The present war-crimes program was launched in 1998 to better co-ordinate Canada's modern efforts to prosecute and deny safe haven to war criminals, a policy announced in 1987 by the government of Brian Mulroney.
The annual funding of $15.6 million has not changed since 1998. The current five-year funding commitment is scheduled to end March 31, 2010.
A briefing note last year for Stockwell Day, then public safety minister, acknowledged the program is being squeezed.
“Given inflation, increased salary costs, accommodation, and new corporate support costs since 1998, funding for the program has in effect been significantly reduced,” it said.
Between 2001 and 2006, officials removed 221 people and prevented another 2,100 from entering the country.
Despite those successes, which have been lauded around the world, the current work load is overwhelming investigators and Crown prosecutors.
“Even if the inventory (of cases) were halved by use of more stringent criteria, it would still exceed both the investigative capacity of the RCMP War Crimes Section and the budget for prosecutions available to the DOJ (Department of Justice) War Crimes Section,” the report warns.
The first person charged in Canada under the Crimes Against Humanity and War Crimes Act, which became law in 2000, was Desire Munyaneza, for his alleged role in the 1994 Rwandan genocide. He was arrested in Toronto in 2005 after a five-year RCMP probe.
The Goss Gilroy study estimated prosecution costs of $4 million by examining an “African” case and a “European” case, neither of which it identified further.
The study notes that the cost would typically be spread over 30 months, and that travel alone accounts for about $1.5 million of the total.
Last year, the four departments agreed to use scarce resources to prevent more alleged war criminals from entering Canada, rather than for prosecutions of persons already living here, despite pressure from human-rights groups that Canada use the courts more often.
The strategy, seen as more cost-effective, is endorsed by the Goss Gilroy evaluation.
A Justice Department spokeswoman, Carole Saindon, said it would be “premature to comment” on whether the draft report's recommendations will be adopted.
“The program partners are continuing to target their efforts on the most crucial and cost-effective activities to support program objectives,” she added in an email response to questions.
The report is especially critical of a key database created by Citizenship and Immigration but later transferred to the Canada Border Services Agency.

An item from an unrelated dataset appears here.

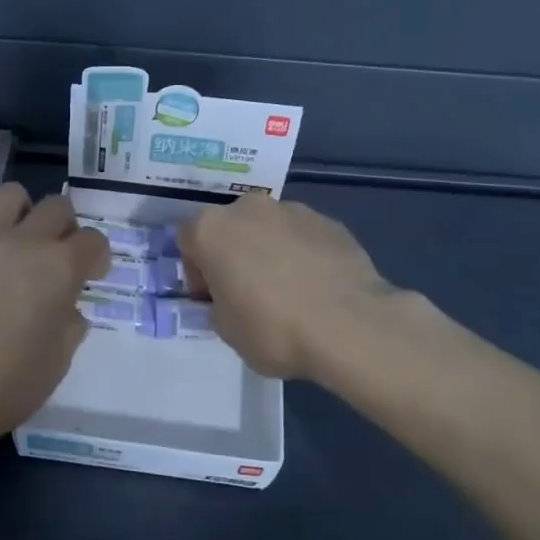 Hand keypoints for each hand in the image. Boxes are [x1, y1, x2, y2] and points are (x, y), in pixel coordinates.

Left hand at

The agency is unable to exploit the so-called Modern War Crimes System database because the programming is incompatible with the CBSA's own computer systems.
“This means that CBSA, as the main user of MWCS, cannot input new information into the system, or update it, as the platform used by the agency is not compatible with the one used by CIC (Citizenship and Immigration),” says the document.
The report calls on the government to provide money to upgrade the system.
The Goss Gilroy Inc. evaluation cost $196,000.